After Formula 1 announced their provisional 2019 schedule, the WEC moved the Fuji round forward one week to 6 October to avoid a conflict with the Japanese Grand Prix. This also avoided a date conflict with the scheduled date for the IMSA season finale, Petit Le Mans. Moving the Fuji round forward also allowed the Shanghai round to be moved forward one week to 10 November, which avoided a conflict with the traditional date for the Macau Grand Prix. On 2 December 2019, it was announced that due to the failure of the promoter for 6 Hours of São Paulo to fulfill its contractual obligations to the championship, the round would be canceled, and instead replaced by the 6 Hours of Circuit of the Americas. The FIA also moved the date back three weeks to avoid a clashing with Super Bowl LIV and the Mexico City ePrix.

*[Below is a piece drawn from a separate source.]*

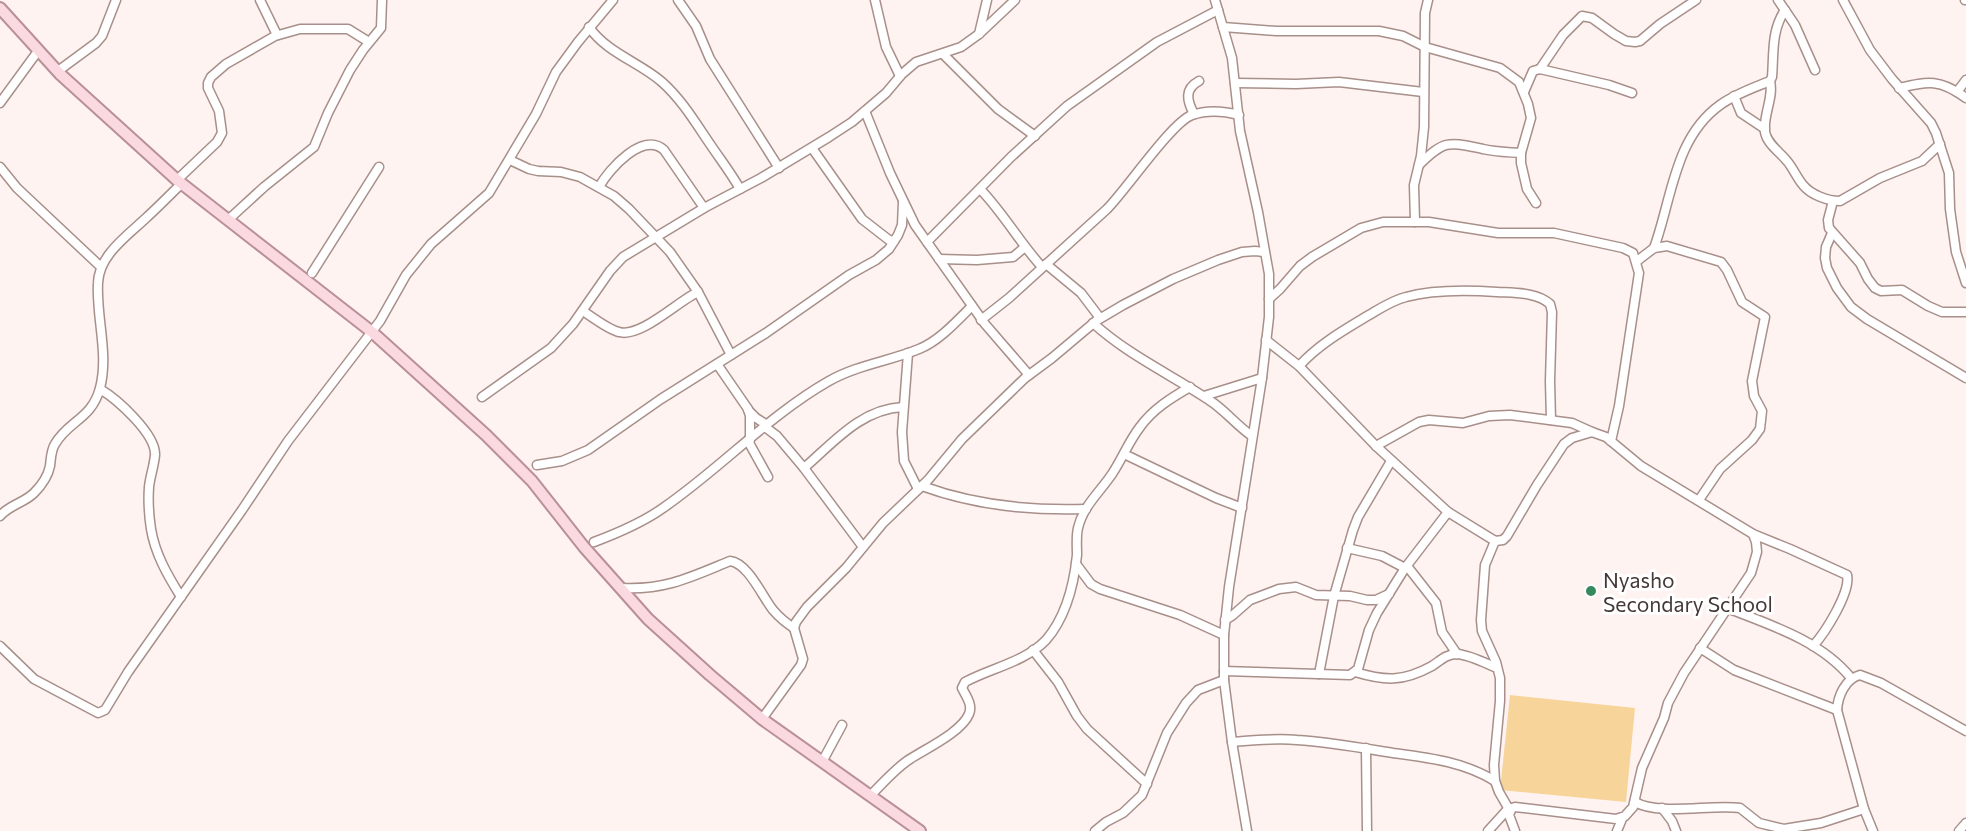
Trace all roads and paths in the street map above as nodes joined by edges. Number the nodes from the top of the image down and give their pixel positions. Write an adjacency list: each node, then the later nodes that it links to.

The 1000 Miles of Sebring was scheduled for 20 March 2020, but was cancelled due to a travel ban to the U.S. from mainland Europe in response to the COVID-19 pandemic. The 24 Hours of Le Mans was postponed to September due to the coronavirus. The 6 Hours of Spa-Francorchamps was postponed on 16 March. On 3 April 2020, a new revised calendar for the 2019–20 season was released, with the Spa race moved to 15 August and another 8 Hours of Bahrain event, on 21 November 2020, replacing the cancelled 1000 Miles of Sebring. The final round at Bahrain in November was moved up a week as a result of Formula One scheduling a double header event at that venue for the end of the month.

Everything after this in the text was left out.